A statistical investigation of amphiphilic properties of C-terminally anchored peptidases.

A number of DD-peptidases have been reported to interact with the membrane via C-terminal amphiphilic alpha-helices, but experimental support for this rests with a few well-characterized cases. These show the C-terminal interactions of DD-carboxypeptidases to involve high levels of membrane penetration, DD-endopeptidases to involve membrane surface binding and class C penicillin-binding proteins to involve membrane binding with intermediate properties. Here, we have characterized C-terminal alpha-helices from each of these peptidase groups according to their amphiphilicity, as measured by mean <microH>, and the corresponding mean hydrophobicity, <H>. Regression and statistical analyses showed these properties to exhibit parallel negative linear relationships, which resulted from the spatial ordering of alpha-helix amino acid residues. Taken with the results of compositional and graphical analyses, our results suggest that the use of C-terminal alpha-helices may be a universal feature of the membrane anchoring for each of these groups of DD-peptidases.
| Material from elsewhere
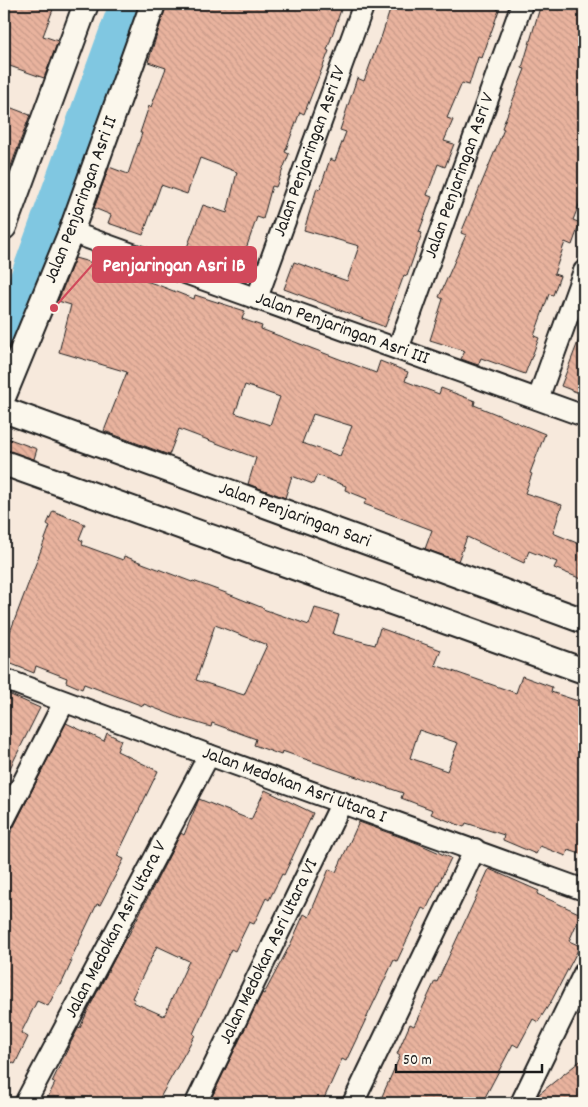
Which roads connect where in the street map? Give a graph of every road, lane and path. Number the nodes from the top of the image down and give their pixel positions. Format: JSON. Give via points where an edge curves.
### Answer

Moreover, to accommodate differences between these mechanisms, each group of C-terminal alpha-helices optimizes its structural amphiphilicity and hydrophobicity to fulfil its individual membrane-anchoring function. Our results also show that each anchor type analysed requires a similar overall balance between amphiphilicity for membrane interaction, which we propose is necessary to stabilize their initial membrane associations. In addition, we present a methodology for the prediction of C-terminal alpha-helical anchors from the classes of DD-peptidases analysed, based on a parallel linear model.